▸ **Supplied records**
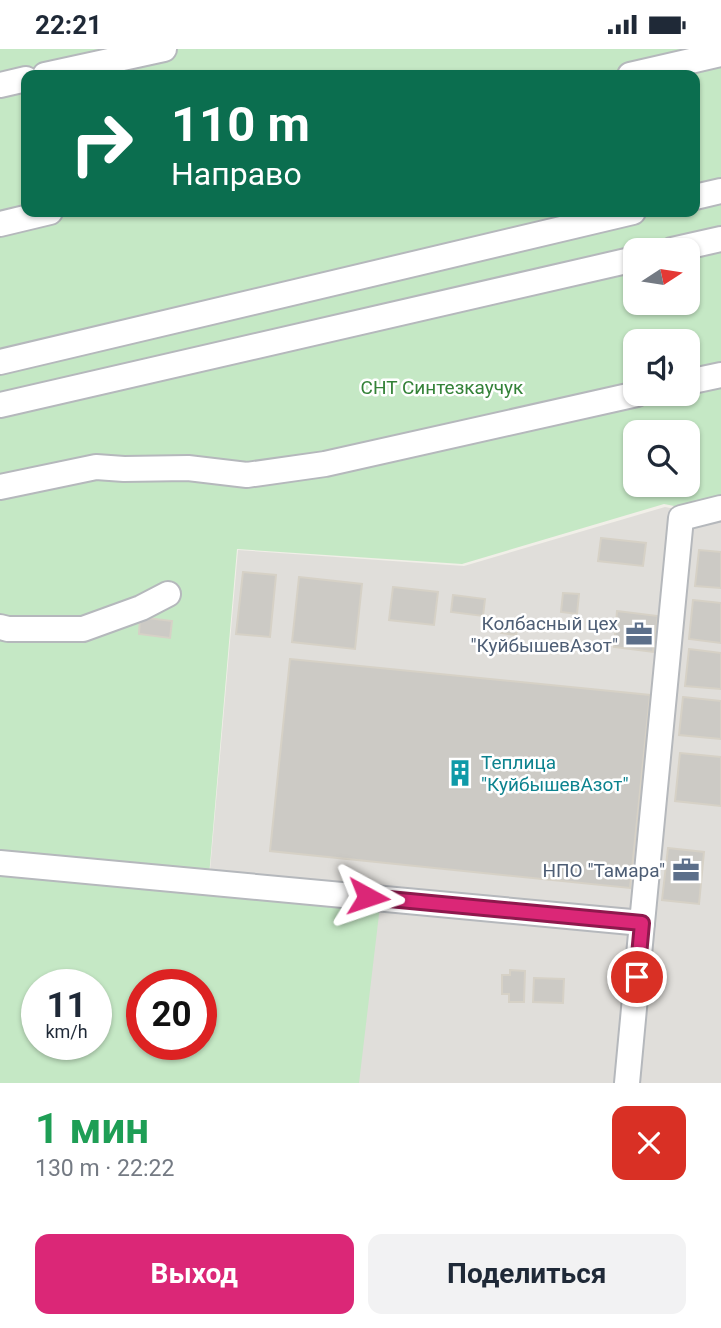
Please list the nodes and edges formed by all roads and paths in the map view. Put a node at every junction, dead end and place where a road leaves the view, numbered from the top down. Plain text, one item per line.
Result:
1 (164, 49) edge
2 (721, 54) edge
3 (68, 70) edge
4 (652, 70) edge
5 (21, 80) edge
6 (0, 85) edge
7 (721, 191) edge
8 (700, 196) edge
9 (27, 217) edge
10 (611, 217) edge
11 (0, 223) edge
12 (721, 239) edge
13 (700, 244) edge
14 (623, 261) edge
15 (0, 362) edge
16 (721, 375) edge
17 (700, 379) edge
18 (623, 397) edge
19 (0, 405) edge
20 (0, 487) edge
21 (721, 508) edge
22 (168, 594) dead end
23 (0, 627) edge
24 (0, 863) edge
25 (642, 923) junction
26 (627, 1083) edge

1 - 3 street
2 - 4 street
5 - 6 street
7 - 8 street
9 - 11 street
10 - 15 street
12 - 13 street
14 - 19 street
16 - 17 street
18 - 20 street
21 - 25 street
22 - 23 street
24 - 25 street
25 - 26 street

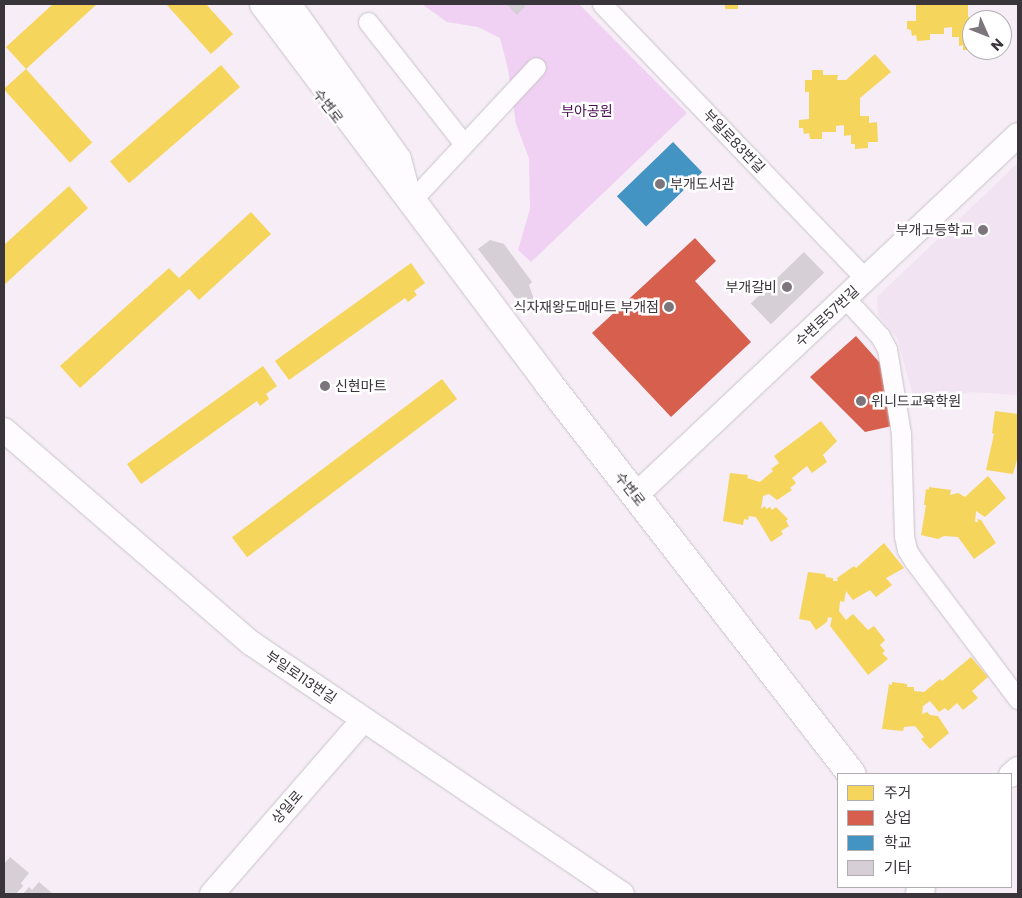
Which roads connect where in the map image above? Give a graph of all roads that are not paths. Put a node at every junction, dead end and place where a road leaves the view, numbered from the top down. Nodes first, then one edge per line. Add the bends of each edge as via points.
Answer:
1 (252, 4) edge
2 (264, 4) edge
3 (289, 4) edge
4 (602, 4) edge
5 (368, 22) dead end
6 (536, 67) dead end
7 (1018, 136) edge
8 (464, 144) junction
9 (403, 191) junction
10 (866, 279) junction
11 (845, 298) junction
12 (4, 430) edge
13 (635, 496) junction
14 (1018, 699) edge
15 (363, 720) junction
16 (851, 773) edge
17 (212, 894) edge
18 (622, 894) edge

1 - 9 street, 수변로 via 392,191
2 - 9 main road, 수변로
3 - 9 street, 수변로 via 399,160
4 - 10 street, 부일로83번길
5 - 8 street
6 - 8 street
7 - 10 street, 수변로57번길
8 - 9 street
9 - 13 main road, 수변로
10 - 11 street, 수변로57번길
11 - 13 street, 수변로57번길
11 - 14 street via 880,336 887,349 901,434 904,536 908,550
12 - 15 street, 부일로113번길 via 251,643
13 - 16 main road, 수변로
15 - 17 street, 상일로
15 - 18 street, 부일로113번길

▸ **Task goal**
From the first line of the material to the last, retype everything exactly except the images.

▸ **Task result**
Please list the nodes and edges formed by all roads and paths in the map view. Put a node at every junction, dead end and place where a road leaves the view, numbered from the top down. Plain text, one item per line.
Result:
1 (164, 49) edge
2 (721, 54) edge
3 (68, 70) edge
4 (652, 70) edge
5 (21, 80) edge
6 (0, 85) edge
7 (721, 191) edge
8 (700, 196) edge
9 (27, 217) edge
10 (611, 217) edge
11 (0, 223) edge
12 (721, 239) edge
13 (700, 244) edge
14 (623, 261) edge
15 (0, 362) edge
16 (721, 375) edge
17 (700, 379) edge
18 (623, 397) edge
19 (0, 405) edge
20 (0, 487) edge
21 (721, 508) edge
22 (168, 594) dead end
23 (0, 627) edge
24 (0, 863) edge
25 (642, 923) junction
26 (627, 1083) edge

1 - 3 street
2 - 4 street
5 - 6 street
7 - 8 street
9 - 11 street
10 - 15 street
12 - 13 street
14 - 19 street
16 - 17 street
18 - 20 street
21 - 25 street
22 - 23 street
24 - 25 street
25 - 26 street

Which roads connect where in the map image above? Give a graph of all roads that are not paths. Put a node at every junction, dead end and place where a road leaves the view, numbered from the top down. Nodes first, then one edge per line. Add the bends of each edge as via points.
Answer:
1 (252, 4) edge
2 (264, 4) edge
3 (289, 4) edge
4 (602, 4) edge
5 (368, 22) dead end
6 (536, 67) dead end
7 (1018, 136) edge
8 (464, 144) junction
9 (403, 191) junction
10 (866, 279) junction
11 (845, 298) junction
12 (4, 430) edge
13 (635, 496) junction
14 (1018, 699) edge
15 (363, 720) junction
16 (851, 773) edge
17 (212, 894) edge
18 (622, 894) edge

1 - 9 street, 수변로 via 392,191
2 - 9 main road, 수변로
3 - 9 street, 수변로 via 399,160
4 - 10 street, 부일로83번길
5 - 8 street
6 - 8 street
7 - 10 street, 수변로57번길
8 - 9 street
9 - 13 main road, 수변로
10 - 11 street, 수변로57번길
11 - 13 street, 수변로57번길
11 - 14 street via 880,336 887,349 901,434 904,536 908,550
12 - 15 street, 부일로113번길 via 251,643
13 - 16 main road, 수변로
15 - 17 street, 상일로
15 - 18 street, 부일로113번길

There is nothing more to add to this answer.